10. A recording medium that records a program code for controlling a memory device to execute the control method according to claim 1.

11. A memory device comprising:

a cache;

an address translator configured to:

determine whether a logical address corresponding to a host read request is present in the cache,

generate a data read command according to the host read request by translating the logical address into a physical address based on address mapping data in the cache when the logical address corresponding to the host read request is present in the cache, and

transfer the data read command to one of a plurality of memory channels which corresponds to the physical address, in order to process the data read command; and

a plurality of memory channel controllers each corresponding to one of the memory channels and configured to process a command.

12. The memory device according to claim 11, wherein when the logical address corresponding to the host read request is not present in the cache, the address translator further:

finds an address mapping table section corresponding to the logical address based on the logical address,

generates a mapping table read command according to the host read request, and

transfers the mapping table read command to one of the memory channels which corresponds to the address mapping table section, in order to process the mapping table read command.

13. The memory device according to claim 12, wherein each of the memory channel controllers:

determines whether there is an arbitrary data read command to be preferentially processed, and

preferentially processes the data read command when both of the data read command and the mapping table read command are determined to be processed by the memory channel controller.

14. The memory device according to claim 13,

wherein each of the memory channels has first and second command queues,

wherein the address translator:

stores the data read command in the first command queue of the memory channel corresponding to the physical address, and

transfers the data read command to the memory channel corresponding to the physical address in order to process the data read command,

wherein the address translator:

stores the mapping table read command in the second command queue of the memory channel corresponding to the address mapping table section, and

transfers the mapping table read command to the memory channel corresponding to the address mapping table section in order to process the mapping table read command

15. The memory device according to claim 14, wherein the memory channel controller:

determines whether there is an arbitrary data read command to be preferentially processed by determining whether the first command queue is empty,

processes the command in the first command queue when the first command queue is not empty, and

processes the command in the second command queue when the first command queue is empty.

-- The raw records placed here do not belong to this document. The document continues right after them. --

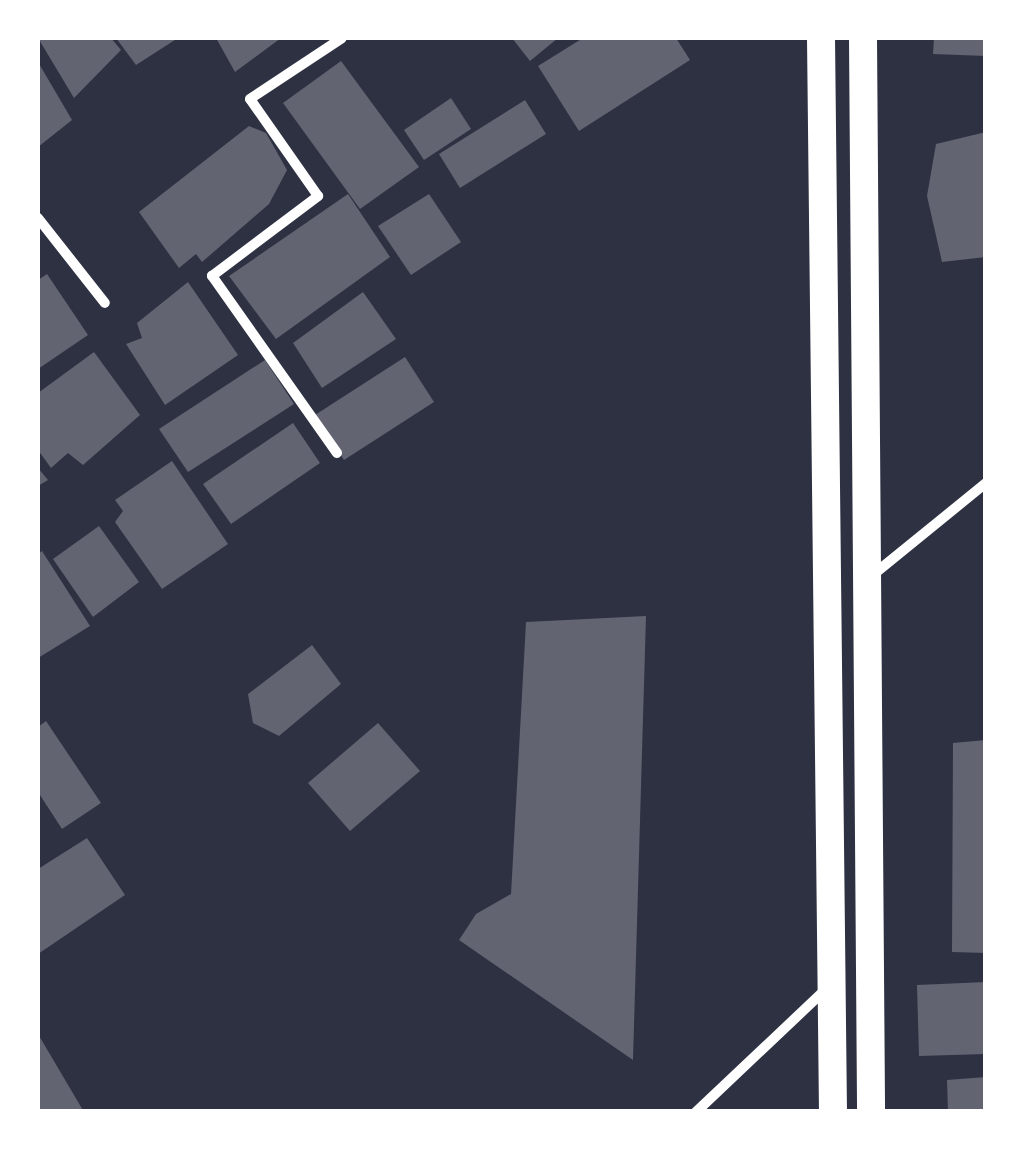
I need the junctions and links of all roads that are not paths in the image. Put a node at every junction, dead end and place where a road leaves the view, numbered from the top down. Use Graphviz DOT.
graph roads {
  1 [pos="342,38"];
  2 [pos="820,38"];
  3 [pos="862,38"];
  4 [pos="38,218"];
  5 [pos="105,303"];
  6 [pos="337,453"];
  7 [pos="986,484"];
  8 [pos="868,578"];
  9 [pos="832,983"];
  10 [pos="696,1112"];
  11 [pos="833,1112"];
  12 [pos="872,1112"];
  1 -- 6 [label="street"];
  2 -- 9 [label="highway"];
  3 -- 8 [label="highway"];
  4 -- 5 [label="street"];
  7 -- 8 [label="street"];
  8 -- 12 [label="highway"];
  9 -- 10 [label="street"];
  9 -- 11 [label="highway"];
}
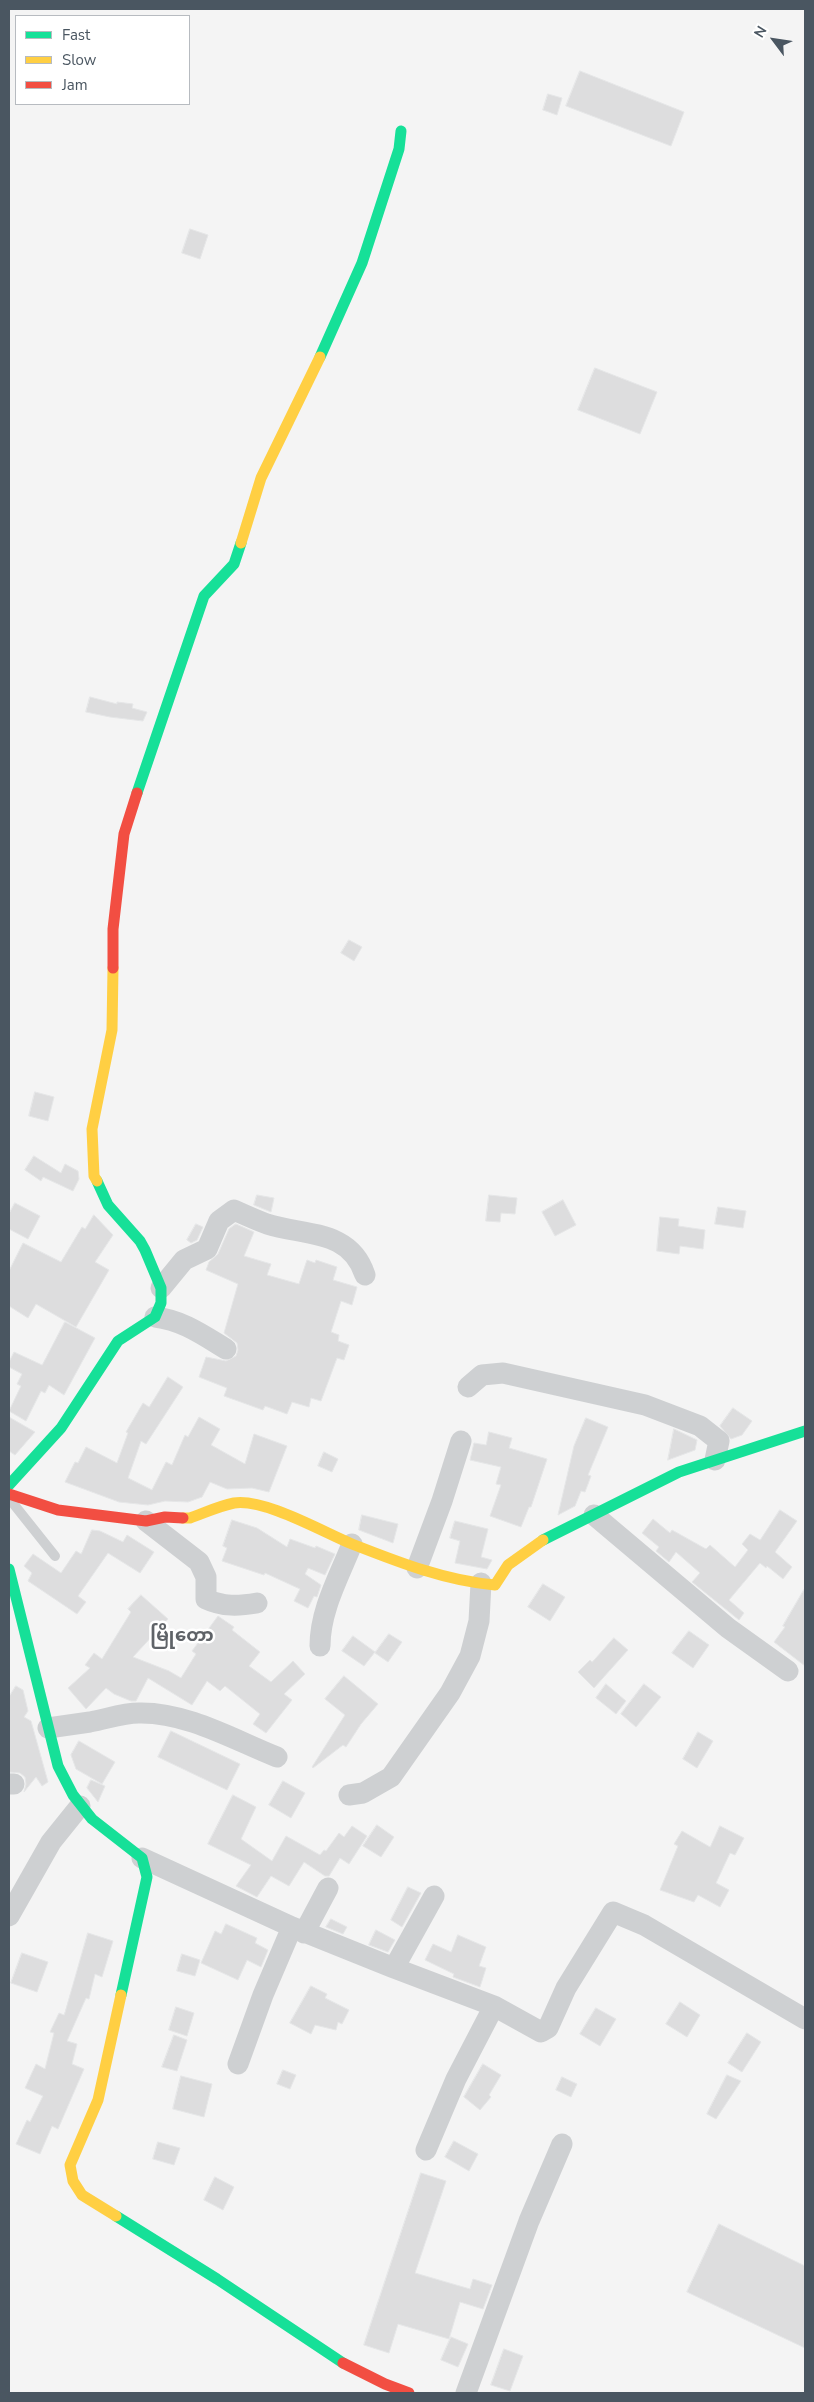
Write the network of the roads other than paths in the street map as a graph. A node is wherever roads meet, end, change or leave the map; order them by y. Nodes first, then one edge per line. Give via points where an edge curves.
1 (401, 131) dead end
2 (365, 1275) dead end
3 (161, 1288) junction
4 (155, 1317) junction
5 (226, 1350) dead end
6 (468, 1387) dead end
7 (805, 1431) edge
8 (461, 1441) dead end
9 (715, 1460) junction
10 (9, 1485) edge
11 (9, 1494) edge
12 (9, 1498) edge
13 (594, 1515) junction
14 (146, 1520) junction
15 (352, 1544) junction
16 (55, 1556) dead end
17 (417, 1568) junction
18 (9, 1569) edge
19 (481, 1583) junction
20 (257, 1603) dead end
21 (320, 1646) dead end
22 (788, 1671) dead end
23 (48, 1728) junction
24 (277, 1757) dead end
25 (349, 1795) dead end
26 (80, 1806) junction
27 (142, 1858) junction
28 (328, 1888) dead end
29 (434, 1896) dead end
30 (9, 1916) edge
31 (298, 1930) junction
32 (394, 1968) junction
33 (494, 2006) junction
34 (805, 2019) edge
35 (238, 2064) dead end
36 (562, 2144) dead end
37 (426, 2150) dead end
38 (409, 2393) edge
39 (466, 2393) edge

1 - 3 street via 399,149 362,263 308,385 261,478 234,564 204,596 124,834 113,929 112,1030 92,1128 94,1176 108,1205 140,1241
2 - 3 street via 361,1262 340,1242 268,1224 234,1210 220,1221 207,1249 184,1260
3 - 4 street via 161,1303
4 - 5 street via 187,1326
4 - 10 street via 118,1341 61,1428
6 - 9 street via 482,1375 503,1373 645,1405 700,1426 718,1441
7 - 9 street
8 - 17 street
9 - 13 street via 679,1472
11 - 14 street via 58,1510
12 - 16 lane
13 - 19 street via 525,1552 508,1565 495,1586
13 - 22 street via 728,1628
14 - 15 street via 190,1518 234,1503 251,1504 268,1508
14 - 20 street via 199,1562 206,1577 206,1599 236,1606
15 - 17 street
15 - 21 street via 324,1614
17 - 19 street via 470,1583
18 - 23 street
19 - 25 street via 478,1622 470,1656 450,1693 391,1777 363,1793
23 - 24 street via 140,1712 168,1715
23 - 26 street via 66,1786
26 - 27 street via 111,1837
26 - 30 street via 51,1842
27 - 31 street
27 - 38 street via 147,1877 128,1970 98,2100 70,2165 73,2181 82,2194 235,2290 348,2367
28 - 31 street
29 - 32 street
31 - 32 street
31 - 35 street via 263,1994
32 - 33 street
33 - 34 street via 541,2032 548,2028 566,1988 613,1912 644,1925
33 - 37 street via 456,2079
36 - 39 street via 529,2221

16. The memory device according to claim 13,

wherein each of the memory channels comprises a command queue,

wherein the address translator:

gives a first priority to the data read command,

stores the data read command in the command queue of the memory channel corresponding to the physical address, and

wherein the address translator:

gives a second priority to the mapping table read command,

stores the mapping table read command in the command queue of the memory channel corresponding to the address mapping table section, and

17. The memory device according to claim 16, wherein the memory channel controller:

determines whether there is an arbitrary data read command to be preferentially processed by determining whether a command with the first priority is present in the command queue,

processes the command with the first priority in the command queue when the command with the first priority is present in the command queue, and

processes the command with the second priority in the command queue when the command with the first priority is not present in the command queue.